Who wants to pay $200 a month for the fastest residential Internet money can buy? Fearless Comcast customers, that’s who. “Fearless” in the sense that they’d have to be utterly unafraid to throw hundreds of dollars in monthly access fees after speeds they’ll only see in ideal client-server scenarios.
But if you’re feeling intrepid (and, you know, cash-flush) Comcast says its “Extreme 105” Internet package is available from today, offering download speeds of 105Mbps with upload speeds of 10Mbps. It’ll set you back $105 a month (isn’t that cute) if you buy it as part of Comcast’s “Triple Play” service bundle, or an even more impressive $199.95 if you’d rather surf solo.
Imagine what you might do with 105Mbps (you know, that won’t get you arrested). Like: Download a 4GB high-definition movie in five minutes. Or a 1.5GB standard-definition movie in two. How about a 300MB SDTV show in 20 seconds? Or your average 10-song compressed MP3 album in just three?
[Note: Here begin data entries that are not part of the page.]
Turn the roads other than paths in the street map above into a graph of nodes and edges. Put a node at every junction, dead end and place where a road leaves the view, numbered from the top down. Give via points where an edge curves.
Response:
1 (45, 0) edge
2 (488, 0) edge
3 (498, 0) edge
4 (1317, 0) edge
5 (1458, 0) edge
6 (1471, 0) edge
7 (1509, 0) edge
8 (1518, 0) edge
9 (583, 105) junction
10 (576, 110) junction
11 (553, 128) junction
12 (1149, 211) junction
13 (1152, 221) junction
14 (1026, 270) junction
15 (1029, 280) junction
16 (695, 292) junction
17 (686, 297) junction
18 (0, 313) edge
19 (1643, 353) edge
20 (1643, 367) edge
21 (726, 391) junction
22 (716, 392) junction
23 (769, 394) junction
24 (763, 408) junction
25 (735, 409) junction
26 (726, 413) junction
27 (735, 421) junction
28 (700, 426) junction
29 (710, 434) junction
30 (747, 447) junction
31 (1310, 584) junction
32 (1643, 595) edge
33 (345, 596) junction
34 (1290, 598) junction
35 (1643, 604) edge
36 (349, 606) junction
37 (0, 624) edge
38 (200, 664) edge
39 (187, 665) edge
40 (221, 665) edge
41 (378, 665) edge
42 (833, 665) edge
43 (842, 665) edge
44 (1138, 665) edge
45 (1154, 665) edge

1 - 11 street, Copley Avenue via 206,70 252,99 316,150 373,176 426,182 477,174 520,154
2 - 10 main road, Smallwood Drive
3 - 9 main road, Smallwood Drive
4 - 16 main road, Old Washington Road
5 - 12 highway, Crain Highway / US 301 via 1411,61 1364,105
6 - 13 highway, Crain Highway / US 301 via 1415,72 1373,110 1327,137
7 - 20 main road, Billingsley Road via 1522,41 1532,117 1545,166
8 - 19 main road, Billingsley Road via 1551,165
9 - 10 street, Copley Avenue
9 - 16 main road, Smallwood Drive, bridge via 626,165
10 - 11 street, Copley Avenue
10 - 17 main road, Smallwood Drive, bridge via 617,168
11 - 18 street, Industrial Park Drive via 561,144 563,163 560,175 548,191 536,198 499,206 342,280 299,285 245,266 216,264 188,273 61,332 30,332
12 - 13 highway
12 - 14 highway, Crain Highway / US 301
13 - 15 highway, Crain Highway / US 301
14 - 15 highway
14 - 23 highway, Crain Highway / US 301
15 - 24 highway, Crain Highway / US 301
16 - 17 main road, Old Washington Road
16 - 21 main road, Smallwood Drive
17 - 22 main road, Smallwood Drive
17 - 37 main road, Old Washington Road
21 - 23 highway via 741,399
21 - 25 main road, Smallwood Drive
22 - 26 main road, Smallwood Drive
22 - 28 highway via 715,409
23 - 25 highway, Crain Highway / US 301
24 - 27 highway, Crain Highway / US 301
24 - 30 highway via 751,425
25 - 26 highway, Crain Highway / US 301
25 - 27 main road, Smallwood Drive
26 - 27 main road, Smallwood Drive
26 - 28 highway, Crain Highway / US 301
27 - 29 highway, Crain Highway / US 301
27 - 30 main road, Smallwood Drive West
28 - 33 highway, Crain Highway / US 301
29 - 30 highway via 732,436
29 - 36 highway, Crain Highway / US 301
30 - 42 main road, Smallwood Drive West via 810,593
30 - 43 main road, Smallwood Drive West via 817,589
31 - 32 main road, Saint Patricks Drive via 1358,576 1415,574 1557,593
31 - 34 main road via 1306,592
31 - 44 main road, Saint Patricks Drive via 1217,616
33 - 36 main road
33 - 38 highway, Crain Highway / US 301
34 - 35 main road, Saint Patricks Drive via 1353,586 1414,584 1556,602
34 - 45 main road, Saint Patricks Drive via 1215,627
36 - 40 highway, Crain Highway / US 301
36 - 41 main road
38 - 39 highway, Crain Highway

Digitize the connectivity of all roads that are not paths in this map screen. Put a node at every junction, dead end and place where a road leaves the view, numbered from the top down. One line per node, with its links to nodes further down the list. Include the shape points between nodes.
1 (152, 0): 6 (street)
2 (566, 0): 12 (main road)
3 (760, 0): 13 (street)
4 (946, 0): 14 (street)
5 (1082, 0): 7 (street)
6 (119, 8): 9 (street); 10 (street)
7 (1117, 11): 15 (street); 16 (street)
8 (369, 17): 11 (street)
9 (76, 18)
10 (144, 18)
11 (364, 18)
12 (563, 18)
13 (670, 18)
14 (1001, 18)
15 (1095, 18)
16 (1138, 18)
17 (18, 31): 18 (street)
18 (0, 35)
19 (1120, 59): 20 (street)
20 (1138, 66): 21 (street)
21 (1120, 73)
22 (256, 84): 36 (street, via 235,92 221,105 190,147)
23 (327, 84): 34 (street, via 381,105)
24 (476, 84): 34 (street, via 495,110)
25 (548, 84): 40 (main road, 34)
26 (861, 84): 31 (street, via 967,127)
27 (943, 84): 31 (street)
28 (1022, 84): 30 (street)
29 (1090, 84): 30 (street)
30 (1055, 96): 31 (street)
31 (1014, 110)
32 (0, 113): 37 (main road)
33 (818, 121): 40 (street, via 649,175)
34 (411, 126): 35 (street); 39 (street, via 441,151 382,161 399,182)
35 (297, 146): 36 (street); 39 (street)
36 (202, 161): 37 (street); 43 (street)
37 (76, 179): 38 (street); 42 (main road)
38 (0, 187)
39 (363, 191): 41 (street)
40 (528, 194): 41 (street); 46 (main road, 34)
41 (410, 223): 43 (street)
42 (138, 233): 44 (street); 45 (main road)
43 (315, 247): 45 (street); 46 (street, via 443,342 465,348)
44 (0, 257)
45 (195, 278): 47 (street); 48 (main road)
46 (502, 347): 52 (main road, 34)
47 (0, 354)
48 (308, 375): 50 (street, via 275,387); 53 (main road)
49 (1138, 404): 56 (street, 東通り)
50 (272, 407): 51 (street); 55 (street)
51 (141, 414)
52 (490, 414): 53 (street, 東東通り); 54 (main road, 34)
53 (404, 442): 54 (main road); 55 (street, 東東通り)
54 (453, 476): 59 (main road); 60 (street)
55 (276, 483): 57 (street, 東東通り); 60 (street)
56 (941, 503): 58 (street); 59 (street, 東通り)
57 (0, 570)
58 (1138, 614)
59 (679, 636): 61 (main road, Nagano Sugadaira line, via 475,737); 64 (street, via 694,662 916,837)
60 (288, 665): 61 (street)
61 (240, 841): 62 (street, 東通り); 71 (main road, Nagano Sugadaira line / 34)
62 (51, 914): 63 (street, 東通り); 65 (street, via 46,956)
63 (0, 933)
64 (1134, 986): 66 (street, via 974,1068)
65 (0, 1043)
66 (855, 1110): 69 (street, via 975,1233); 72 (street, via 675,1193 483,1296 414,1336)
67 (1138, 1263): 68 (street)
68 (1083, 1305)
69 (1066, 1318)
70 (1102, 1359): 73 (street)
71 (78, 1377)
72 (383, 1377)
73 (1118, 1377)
Trouble is, the speed-claims-to-actualities ratio is all over the place. In the UK, the disparity between rated and actual broadband speeds is such that watchdog groups run sanctioned investigations. So while Comcast claims you can “play online interactive games, send and receive email attachments, shop, and update social networking Web pages faster than ever before,” you’ll want to be mindful of the Slowest Link Rule–also known as the Actual Speed Equals Pokiest Game/Movie/Music Server X Edict.
What we need is some sort of vendor speed rating that gauges vendor pipelines and server load capacity so we know before signing up for something like Comcast’s service whether a preferred online destination has what it takes to keep up with our sleek new cyber-ride. Sure, it’ll never happen, but then so many otherwise intelligent, consumer-angled ideas rarely do.